Originally published in: 2017

What it’s about: Fifteen-year-old Cat is uprooted from her middle-class suburban life and finds herself a member of the rural poor. She fills her days with Marlena, the neighbor with whom she develops a teenage friendship defined by wildness, loss, and addiction.

What made me pick it up: I heard a review of this on a podcast and was immediately intrigued.

My favorite things: The story is told through both reflections by an adult Cat still struggling to make sense of her time with Marlena, and by teenage Cat as she experiences the life-defining friendship. Cat’s two voices weave together to seamlessly to illustrate the desperation and urgency of her friendship with Marlena. Bonus: the whole time I was reading I had that one Wallflowers song playing in my head.

Who it’s great for: This is a good choice for fans of Elena Ferrante or readers looking for something with a similar feel to Winter’s BoneThe Lovely Bones, or History of Wolves.

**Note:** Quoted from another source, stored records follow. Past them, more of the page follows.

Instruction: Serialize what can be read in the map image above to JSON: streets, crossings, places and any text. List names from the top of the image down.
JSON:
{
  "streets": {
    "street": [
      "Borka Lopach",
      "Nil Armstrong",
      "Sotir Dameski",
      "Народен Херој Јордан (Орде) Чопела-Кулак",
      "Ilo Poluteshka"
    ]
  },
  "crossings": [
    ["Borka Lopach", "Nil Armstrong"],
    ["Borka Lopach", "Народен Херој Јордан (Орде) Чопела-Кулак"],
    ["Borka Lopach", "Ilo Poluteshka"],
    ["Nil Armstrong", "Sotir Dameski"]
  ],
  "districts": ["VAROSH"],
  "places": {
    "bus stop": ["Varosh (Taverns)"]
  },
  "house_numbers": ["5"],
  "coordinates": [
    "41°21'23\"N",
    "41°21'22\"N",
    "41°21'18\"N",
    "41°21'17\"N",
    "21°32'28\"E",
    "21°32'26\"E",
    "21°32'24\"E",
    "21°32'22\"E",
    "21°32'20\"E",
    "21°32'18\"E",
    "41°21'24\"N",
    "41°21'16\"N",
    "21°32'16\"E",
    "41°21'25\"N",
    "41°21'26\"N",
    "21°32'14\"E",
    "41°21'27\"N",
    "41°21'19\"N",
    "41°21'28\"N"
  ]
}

Abby’s rating: three-and-a-half-shells


Pick up a copy of this book at Amazon (affiliate link) or in your local library.


 

The Hate U Give by Angie Thomas

thug

Originally published in: 2017

What it’s about: A teen girl watches her oldest friend as he is murdered by the police. She contemplates Tupac’s concept of THUG LIFE (The Hate U Give Little Infants F***s Everyone) while struggling to stand up for her community.

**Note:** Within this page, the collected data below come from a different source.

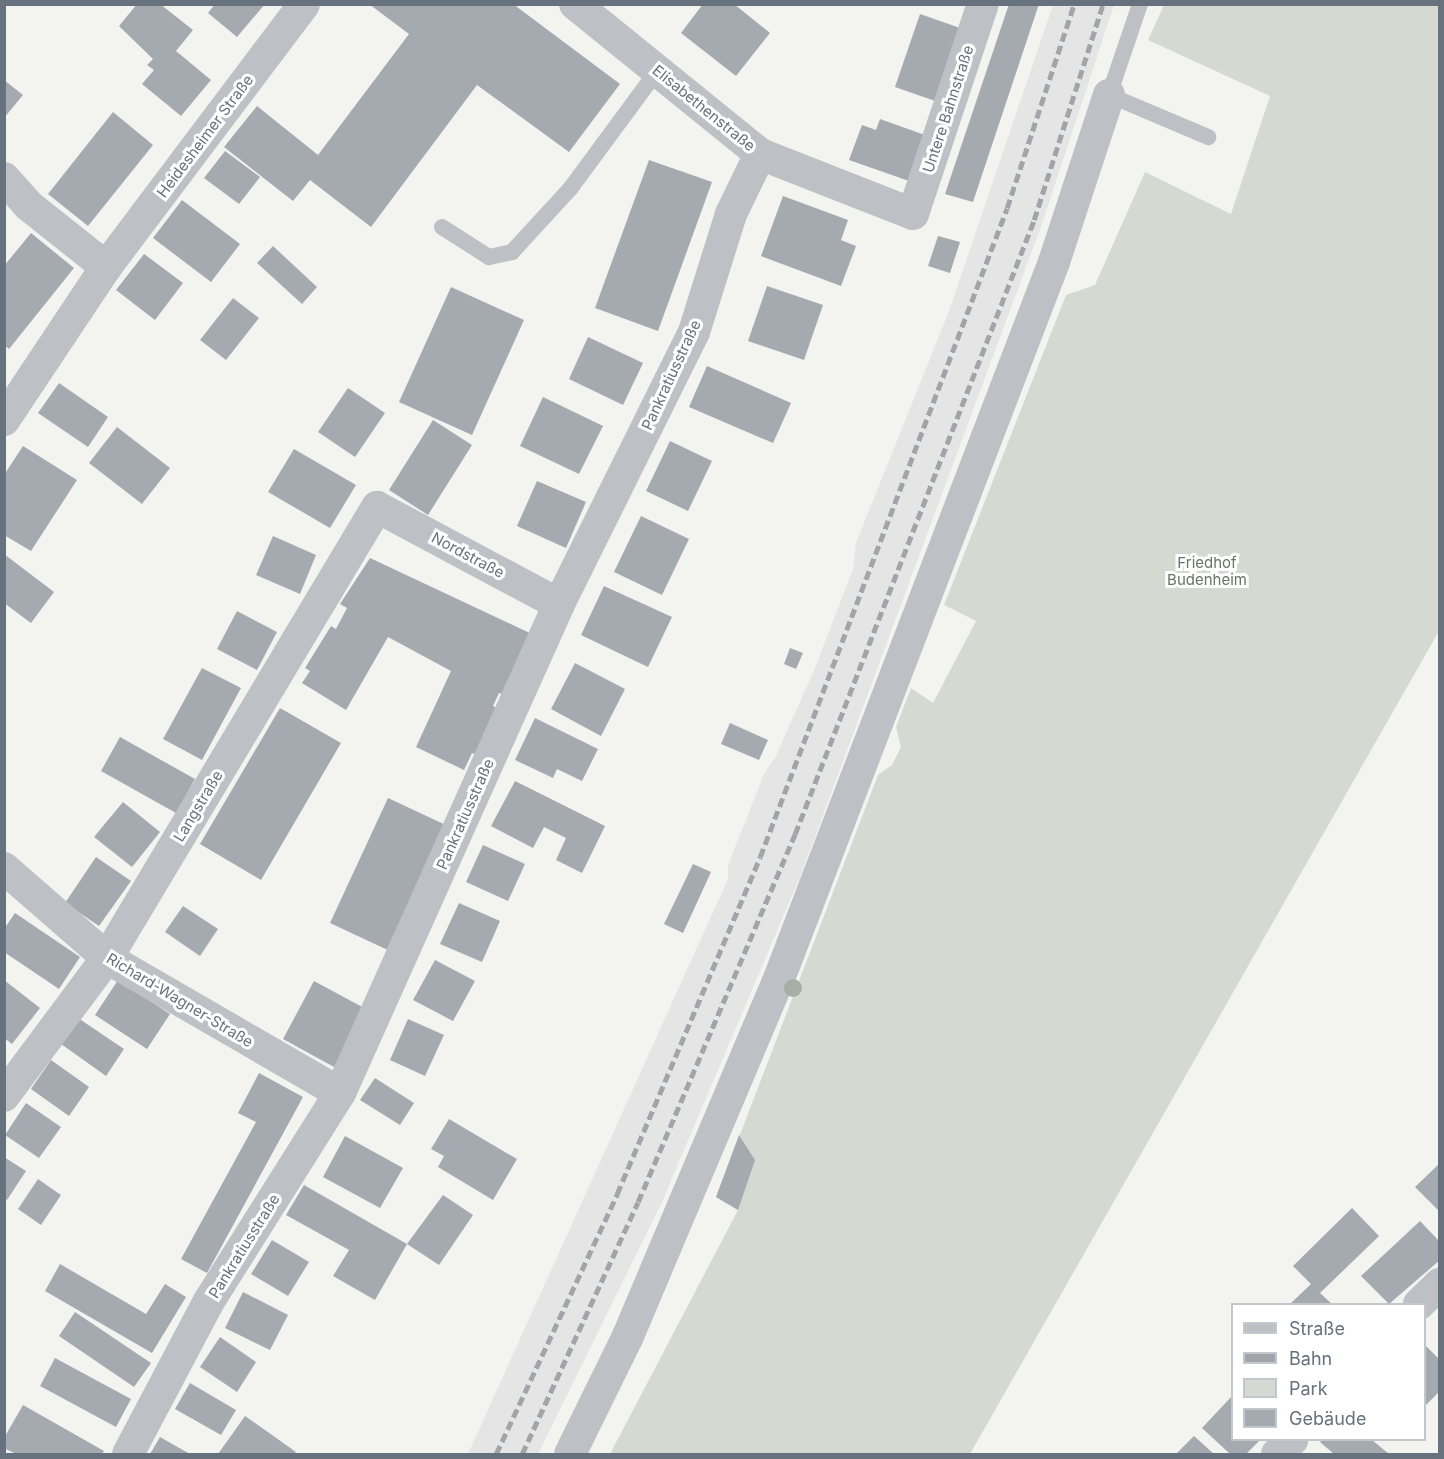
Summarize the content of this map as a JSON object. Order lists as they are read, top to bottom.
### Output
{
  "streets": {
    "street": [
      "Elisabethenstraße",
      "Untere Bahnstraße",
      "Heidesheimer Straße",
      "Pankratiusstraße",
      "Nordstraße",
      "Langstraße",
      "Richard-Wagner-Straße"
    ]
  },
  "crossings": [
    ["Elisabethenstraße", "Untere Bahnstraße"],
    ["Elisabethenstraße", "Pankratiusstraße"],
    ["Pankratiusstraße", "Nordstraße"],
    ["Pankratiusstraße", "Richard-Wagner-Straße"],
    ["Nordstraße", "Langstraße"],
    ["Langstraße", "Richard-Wagner-Straße"]
  ],
  "parks": ["Friedhof Budenheim"],
  "legend": [
    "Straße",
    "Bahn",
    "Park",
    "Gebäude"
  ]
}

What made me pick it up: This has been getting crazy good press so I scooped it up as soon as I could.

My favorite things: Starr’s voice is genuine and her heartbreak palpable. Thomas captures the essence and urgency of the Black Lives Matter movement without exploiting or forgetting the real lives that have been lost. The current movement is tied to the past through more than Tupac’s words; reminiscent of the response by Bloods and Crips to the Rodney King verdict, local opposing gangs band together to protect their communities and join in protest against the violence they face at the hands of the state. The overall effect is both breathtaking and devastating.

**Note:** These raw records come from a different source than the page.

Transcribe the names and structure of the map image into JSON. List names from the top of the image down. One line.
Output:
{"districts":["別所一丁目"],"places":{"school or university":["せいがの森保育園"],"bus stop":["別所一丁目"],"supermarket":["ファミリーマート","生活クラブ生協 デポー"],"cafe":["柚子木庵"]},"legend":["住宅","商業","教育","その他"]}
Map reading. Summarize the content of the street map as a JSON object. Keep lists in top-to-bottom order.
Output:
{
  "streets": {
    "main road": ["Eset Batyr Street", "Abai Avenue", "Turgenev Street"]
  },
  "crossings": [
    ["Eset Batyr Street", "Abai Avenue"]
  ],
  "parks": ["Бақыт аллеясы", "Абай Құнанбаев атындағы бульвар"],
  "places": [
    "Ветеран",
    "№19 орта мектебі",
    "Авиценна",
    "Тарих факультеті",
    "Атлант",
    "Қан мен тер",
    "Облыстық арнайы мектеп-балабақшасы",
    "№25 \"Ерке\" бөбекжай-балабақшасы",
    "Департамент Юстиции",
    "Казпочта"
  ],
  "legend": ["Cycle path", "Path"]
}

Who it’s great for: Teens and adults looking to understand and process the violence faced by communities of color in our society.

Abby’s rating: five-shells


Pick up a copy of this book at Amazon (affiliate link) or in your local library.

When Breath Becomes Air by Paul Kalanithi

when

Originally published in: 2016

What it’s about: As a medical resident Kalanithi discovers he’s got terminal cancer, and details the decisions he makes as a result and all the thoughts that come with that diagnosis.

What made me pick it up: It was short. And I’d heard it was powerful.

My favorite things: This book is stunning. It will make your heart break into pieces. Every time I thought it was done I’d turn the page and get hit with another scene so heart-wrenching I could hardly bear it. But you do because the story is so gripping. Kalanithi writes as he’s dying – writes about medicine, which is his life’s passion; writes about his wife, who is his great love; writes about meaning. His writing was hard enough but the end was the even more difficult. The final third of the book isn’t written by him. It’s written by his wife, after he’s gone. The bittersweetness of it all will stay with you. This book will haunt you in the best way.

Who it’s great for: Teens. Adults. Anyone who has witnessed a family member slowly fade from terminal illness. Those who like happy/sad books.